On Thursday I gave a lecture to a Cambridge University audience on the conduct of public policy. I chose to speak about UK economic policy over the last thirty years. Today I will share the summary of what I said about independence in Central banks, and tomorrow my conclusions on what has been good and bad in UK economic policy since 1981.
I do not see how you can have a truly independent Central Bank in a democracy. The elected officials and Parliament have the last say. They are accountable for the economic results, and they will override the Bank when they think it is necssary or when the public complains about the Bank’s conduct.

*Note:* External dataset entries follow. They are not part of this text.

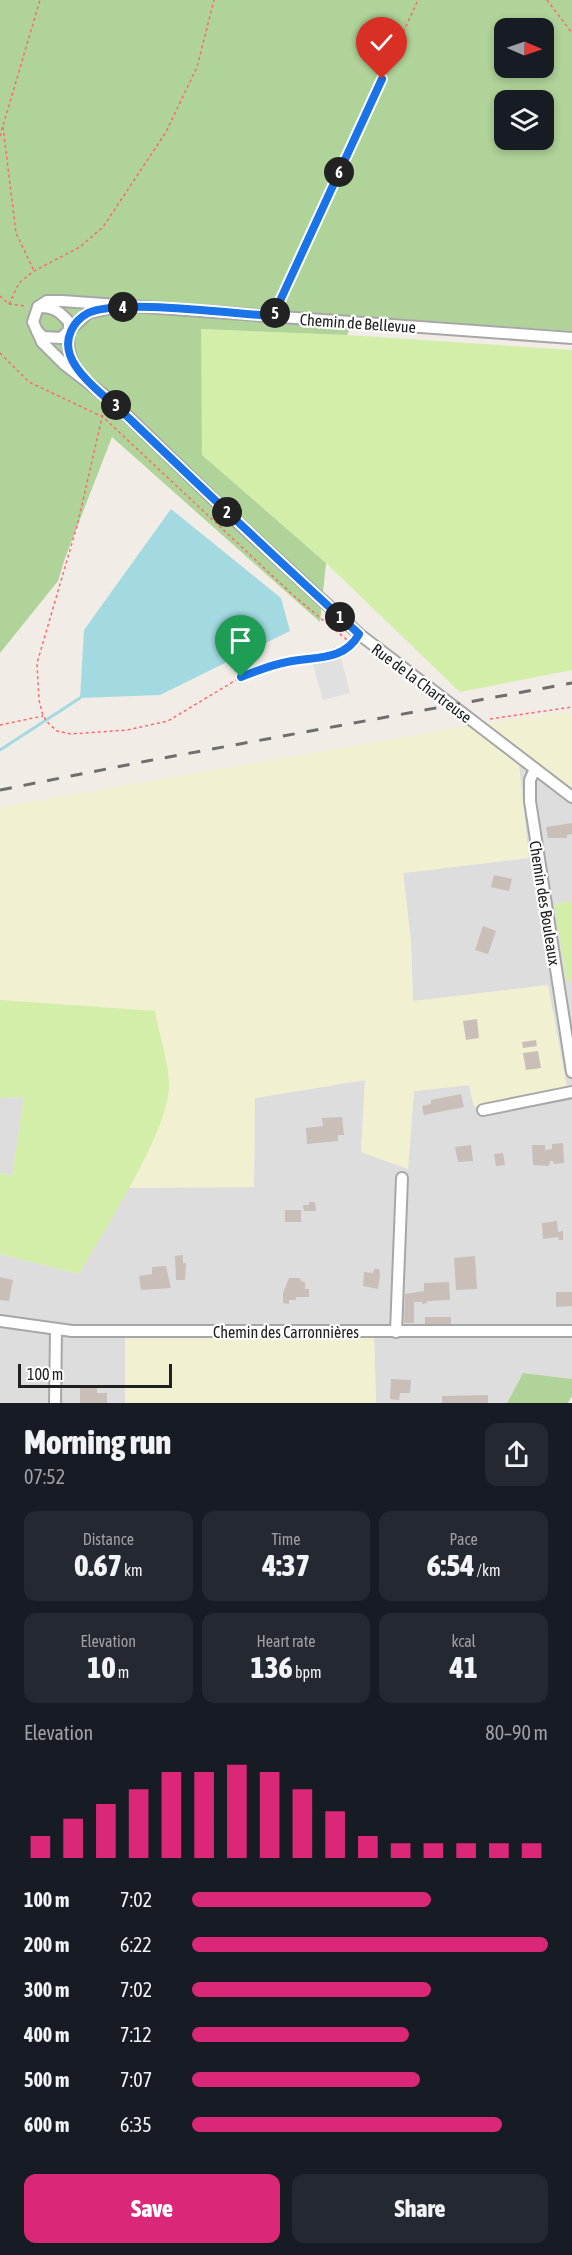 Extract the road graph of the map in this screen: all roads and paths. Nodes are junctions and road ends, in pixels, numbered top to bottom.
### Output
1 (40, 0) edge
2 (214, 0) edge
3 (418, 0) edge
4 (547, 0) edge
5 (572, 33) edge
6 (3, 127) junction
7 (0, 136) edge
8 (34, 271) junction
9 (0, 296) edge
10 (9, 304) junction
11 (135, 306) junction
12 (38, 307) junction
13 (273, 316) junction
14 (37, 331) junction
15 (69, 332) junction
16 (572, 338) edge
17 (0, 353) edge
18 (86, 381) junction
19 (106, 396) junction
20 (103, 417) junction
21 (359, 634) junction
22 (353, 645) junction
23 (572, 707) edge
24 (43, 716) junction
25 (473, 721) junction
26 (0, 725) edge
27 (535, 769) junction
28 (572, 797) edge
29 (572, 1072) edge
30 (572, 1092) edge
31 (483, 1110) dead end
32 (402, 1178) dead end
33 (0, 1321) edge
34 (56, 1329) junction
35 (572, 1331) edge
36 (396, 1332) junction
37 (56, 1403) edge

1 - 6 path
2 - 8 path
3 - 13 path
4 - 5 path
6 - 7 path
6 - 8 path
8 - 10 path
9 - 10 path
10 - 12 path
11 - 12 street, Chemin de Bellevue
11 - 13 street, Chemin de Bellevue
11 - 15 street
12 - 14 street
12 - 15 street
13 - 16 street, Chemin de Bellevue
14 - 15 street
14 - 18 street, Rue de la Chartreuse
15 - 18 street
17 - 20 path
18 - 19 street, Rue de la Chartreuse
19 - 20 path
19 - 21 street, Rue de la Chartreuse
20 - 22 path
20 - 24 path
21 - 22 path
21 - 25 street, Rue de la Chartreuse
22 - 24 path
23 - 25 path
24 - 26 path
25 - 27 street, Rue de la Chartreuse
27 - 28 street, Rue de la Chartreuse
27 - 29 street, Chemin des Bouleaux
30 - 31 street
32 - 36 street
33 - 34 street, Chemin des Carronnières
34 - 36 street, Chemin des Carronnières
34 - 37 street
35 - 36 street, Chemin des Carronnières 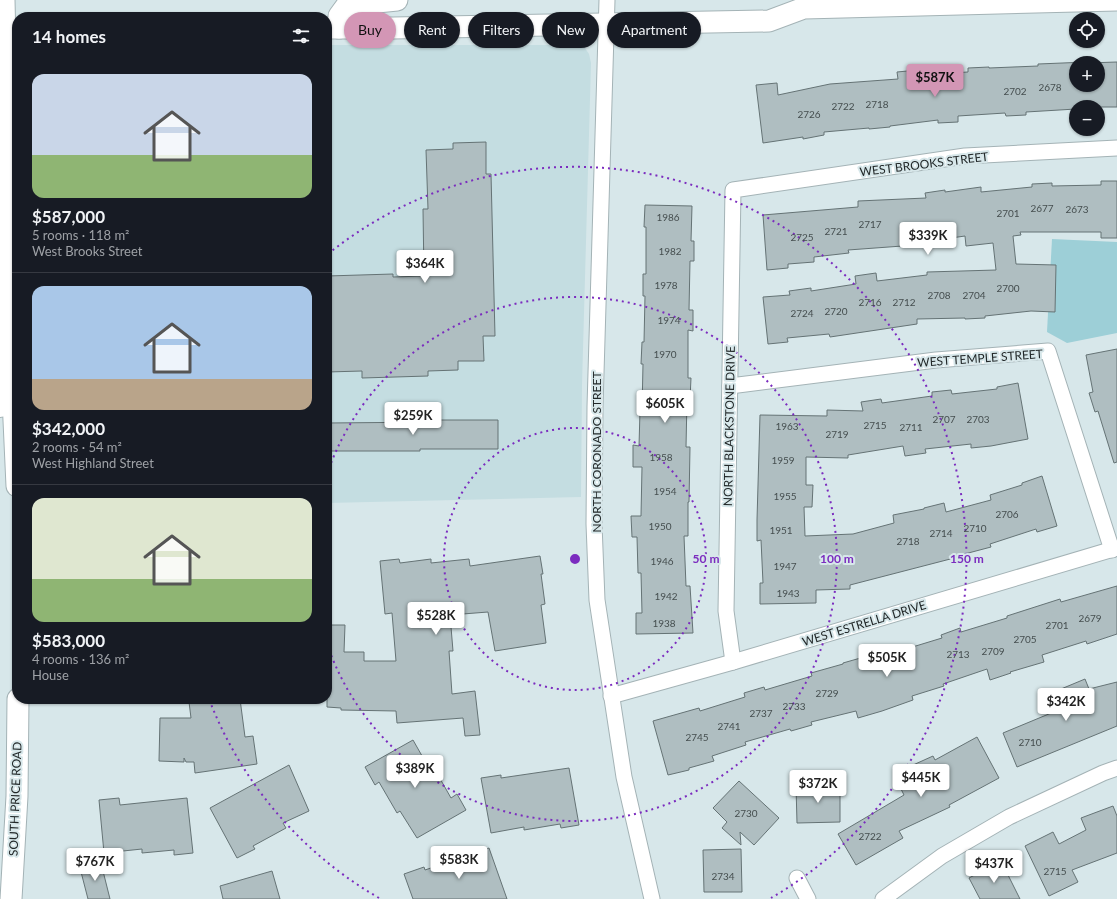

The UK is said to have an independent Central Bank following the Brown reforms of 1997. It is strange this piece of spin has stuck, given how far from reality it is. Mr Brown took away the power of the Bank to raise the government’s money, putting that task into the Treasury under Ministerial control through the Office of Budget Management. He stripped the Bank of its powers to regulate the commercial banks, giving those to the FSA. He said he strengthened the Bank’s independence over monetary policy.
However, he subsequently altered the aims of the Bank when he switched the requirement from keeping the RPI to 2.5% a year increases, to asking for 2% increases in the CPI. This represented a loosening of monetary policy, inviting the Bank to keep rates lower for longer at a crucial time in the build up of the credit boom. CPI usually goes up by 1% less than RPI.
At the peak of the Credit collapse Finance Ministers including the UK Chancellor met and agreed concerted interest rate reductions. They were right to do so. The Bank quickly convened a special unscheduled meeting and cut rates by the agreed amount. It is difficult to say this was anything other than political leadership on rates. When it came to decisions to increase bond buying and money printing all agreed that the senior elected official, the Chancellor had to authorise it. Some independence!
Some commentators say the German Central Bank is truly independent. It is the case that for many years after 1945 the Bank was allowed to supervise rates and money policy without material interference from politicians. This was because there was a political consensus about what the Bank was doing,and it was relatively successful.
When the politicians wished to amalgamate the DM with the Ostmark in East Germany, the Bank advised delay. They were overriden. The Bank advised a lower rate for the Ostmark. The politicians insisted on one DM to one Ostmark and forced it through. The Bank gave good economic advice. The politicans required they act on a political imperative.
Finally, the politicians decided to abolish the DM altogether. As the whole point of the Central Bank was to defend the external and internal value of the DM, who can say it was independent when it had its currency taken away from it?
There is no such thing as an independent Central Bank in a democracy. The elected polticians can always change its remit, its personnel, or even the currency it manages.